What is metalinguistic awareness?
This term describes the ability to maintain both the first and second language fluently.
What is bilingualism?
_____ is systematic, rule-governed spelling that is created by developing writers.
What is invented spelling?
_____ are all possible reasons that some people are better at learning a new language than others.
What is/are language learning aptitude, motivation, and/or other factors (ex. literacy skills)?
True or False: Most child language researchers view L1 and early L2 acquisition as very similar.
What is true?
Name genre(s) of writing.
What is/are expressive writing, expository writing, and/or narrative writing?
This term refers to mixing elements of two languages within the same conversation or sentence.
What is code-switching or code-mixing?
This is an educational initiative created by U.S. policymakers and educators from across the nation and currently implemented in multiple states.
What are common core state standards?
This term refers to a learner's ability to recognize patterns in the L2, measured by providing the learner with a word underlined in a sentence and then asking the learner to identify a word in a second sentence which serves the same purpose as the original underlined word.
What is Grammatical Sensitivity?
_____ is/are disadvantages of bilingualism.
What is/are smaller vocabulary and/or slower lexical access?
This type of instruction uses pictures, gestures, and simplified speech to support language learners.
What is scaffolded instruction?
The L2 is added to the L1, with L1 continuing to grow as the L2 develops.
What is additive bilingualism?
This is the ability to decode and understand written text.
What is reading comprehension?
_____ are the best conditions for acquiring two languages.
What is/are strong home literacy support, high-quality input, ample opportunities for peer interaction, foreign-language immersion educational programs and/or other environmental factors?

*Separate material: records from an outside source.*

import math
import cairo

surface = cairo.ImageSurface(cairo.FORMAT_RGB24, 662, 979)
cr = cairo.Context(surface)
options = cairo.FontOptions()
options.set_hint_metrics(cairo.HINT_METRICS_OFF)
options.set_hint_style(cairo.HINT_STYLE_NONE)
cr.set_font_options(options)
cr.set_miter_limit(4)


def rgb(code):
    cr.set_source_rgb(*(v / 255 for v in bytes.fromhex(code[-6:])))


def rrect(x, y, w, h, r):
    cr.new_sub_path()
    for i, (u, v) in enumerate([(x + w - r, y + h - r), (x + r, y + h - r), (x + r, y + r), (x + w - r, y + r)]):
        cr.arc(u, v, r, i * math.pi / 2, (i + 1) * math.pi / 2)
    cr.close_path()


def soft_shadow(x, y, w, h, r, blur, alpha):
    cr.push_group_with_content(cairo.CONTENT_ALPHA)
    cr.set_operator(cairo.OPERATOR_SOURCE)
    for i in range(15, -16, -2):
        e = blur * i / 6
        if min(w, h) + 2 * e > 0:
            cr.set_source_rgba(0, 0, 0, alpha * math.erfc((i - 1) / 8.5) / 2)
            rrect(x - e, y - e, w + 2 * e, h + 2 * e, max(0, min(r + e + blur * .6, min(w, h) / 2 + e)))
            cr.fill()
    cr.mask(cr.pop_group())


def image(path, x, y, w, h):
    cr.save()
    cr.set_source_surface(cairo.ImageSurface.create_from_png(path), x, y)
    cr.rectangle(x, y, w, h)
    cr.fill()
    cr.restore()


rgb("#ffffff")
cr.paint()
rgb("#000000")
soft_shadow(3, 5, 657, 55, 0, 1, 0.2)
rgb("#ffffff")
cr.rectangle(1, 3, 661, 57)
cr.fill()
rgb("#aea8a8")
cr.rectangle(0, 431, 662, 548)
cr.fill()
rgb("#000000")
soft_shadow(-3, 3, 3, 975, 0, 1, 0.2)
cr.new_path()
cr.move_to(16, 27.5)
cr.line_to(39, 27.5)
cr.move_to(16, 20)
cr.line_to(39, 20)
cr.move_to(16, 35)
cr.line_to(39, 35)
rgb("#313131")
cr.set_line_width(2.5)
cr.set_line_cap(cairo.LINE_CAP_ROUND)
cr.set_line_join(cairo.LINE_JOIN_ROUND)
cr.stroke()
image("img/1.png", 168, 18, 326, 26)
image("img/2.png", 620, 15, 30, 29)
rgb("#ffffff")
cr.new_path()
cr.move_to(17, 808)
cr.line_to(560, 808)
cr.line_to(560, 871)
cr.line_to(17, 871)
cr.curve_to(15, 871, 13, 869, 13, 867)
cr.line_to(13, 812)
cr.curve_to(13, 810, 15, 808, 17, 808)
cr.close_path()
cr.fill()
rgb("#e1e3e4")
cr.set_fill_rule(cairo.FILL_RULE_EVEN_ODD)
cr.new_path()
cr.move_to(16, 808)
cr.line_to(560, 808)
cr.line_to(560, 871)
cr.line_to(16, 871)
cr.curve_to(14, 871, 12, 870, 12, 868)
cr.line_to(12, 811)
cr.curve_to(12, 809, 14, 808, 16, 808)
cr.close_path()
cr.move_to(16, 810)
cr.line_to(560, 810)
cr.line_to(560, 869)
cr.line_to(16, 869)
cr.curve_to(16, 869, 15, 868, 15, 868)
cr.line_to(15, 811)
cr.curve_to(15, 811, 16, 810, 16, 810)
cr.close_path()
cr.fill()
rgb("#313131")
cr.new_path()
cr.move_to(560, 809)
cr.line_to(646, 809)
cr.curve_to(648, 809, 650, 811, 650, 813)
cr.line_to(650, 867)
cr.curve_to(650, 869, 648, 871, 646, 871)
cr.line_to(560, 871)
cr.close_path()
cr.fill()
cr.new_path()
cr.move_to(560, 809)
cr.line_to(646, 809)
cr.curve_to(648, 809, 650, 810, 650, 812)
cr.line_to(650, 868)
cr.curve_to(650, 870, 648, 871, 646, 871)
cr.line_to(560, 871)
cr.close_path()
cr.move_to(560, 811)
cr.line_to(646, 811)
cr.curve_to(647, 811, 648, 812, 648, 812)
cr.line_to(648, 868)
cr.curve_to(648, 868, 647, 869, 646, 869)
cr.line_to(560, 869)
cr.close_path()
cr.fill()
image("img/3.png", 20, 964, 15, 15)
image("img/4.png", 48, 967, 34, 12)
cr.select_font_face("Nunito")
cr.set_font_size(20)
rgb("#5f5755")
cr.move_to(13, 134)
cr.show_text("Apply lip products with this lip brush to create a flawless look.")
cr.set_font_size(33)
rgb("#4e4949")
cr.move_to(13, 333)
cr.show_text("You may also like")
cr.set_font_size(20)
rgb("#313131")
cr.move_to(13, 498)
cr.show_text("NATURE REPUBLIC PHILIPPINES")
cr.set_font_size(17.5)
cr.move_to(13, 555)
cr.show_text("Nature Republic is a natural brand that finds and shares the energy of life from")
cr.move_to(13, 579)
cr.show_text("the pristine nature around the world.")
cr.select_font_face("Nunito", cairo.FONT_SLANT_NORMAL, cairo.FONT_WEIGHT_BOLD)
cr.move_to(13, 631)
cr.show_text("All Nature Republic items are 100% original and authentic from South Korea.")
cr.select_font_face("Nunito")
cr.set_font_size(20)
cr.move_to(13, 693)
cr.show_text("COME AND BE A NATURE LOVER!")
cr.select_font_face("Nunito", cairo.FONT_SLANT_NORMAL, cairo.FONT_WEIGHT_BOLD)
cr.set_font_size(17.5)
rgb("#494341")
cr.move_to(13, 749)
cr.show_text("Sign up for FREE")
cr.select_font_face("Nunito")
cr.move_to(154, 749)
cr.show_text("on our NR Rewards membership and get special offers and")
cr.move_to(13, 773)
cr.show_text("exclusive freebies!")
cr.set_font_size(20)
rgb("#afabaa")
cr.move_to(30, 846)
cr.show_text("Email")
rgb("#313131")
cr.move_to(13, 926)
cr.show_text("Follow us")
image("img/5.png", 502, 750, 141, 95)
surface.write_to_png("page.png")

Understanding the social rules for language use, such as turn-taking and staying on topic, is part of this aspect of communication.
What is pragmatics?
Name type(s) of metalinguistic knowledge.
What is/are phonological awareness, semantic awareness, syntactic awareness and/or pragmatic awareness?
_________ __________ are contrasted to sequential bilinguals.
What are simultaneous bilinguals?
_____ are word games that are dependent on phonological, morphological, lexical, or syntactic ambiguity.
What are riddles?
When L1 is overtaken by the L2 and gradually diminishes or even disappears from the speaker's repertoire.
What is subtractive bilingualism?
Skilled readers rely on this type of contextual strategy to determine the meaning of unfamiliar words.
What is using context clues?
This a form of language identified as precise and sophisticated language linked to reading and writing success emphasized in schools.
What is academic language?
This phenomenon occurs when bilingual speakers produce language forms influenced by their first language while speaking their second language.
What is language transfer?
These are components of skilled reading.
What is/are detection of visual features of letters leading to letter recognition, knowledge of the grapheme - phoneme correspondence rules, word recognition, semantic knowledge, and/or comprehensive interpretation?
This hypothesis proposes that a bilingual's L1 and L2 appear as the tips of two icebergs but share a "hidden" common underlying proficiency.
What is interdependence hypothesis?
____ is/are considered advantages of bilingualism.
What is/are increased metalinguistic awareness, increases in executive functioning, delayed onset of dementia, improved ability to learn new and novel words and/or better developed theory of mind?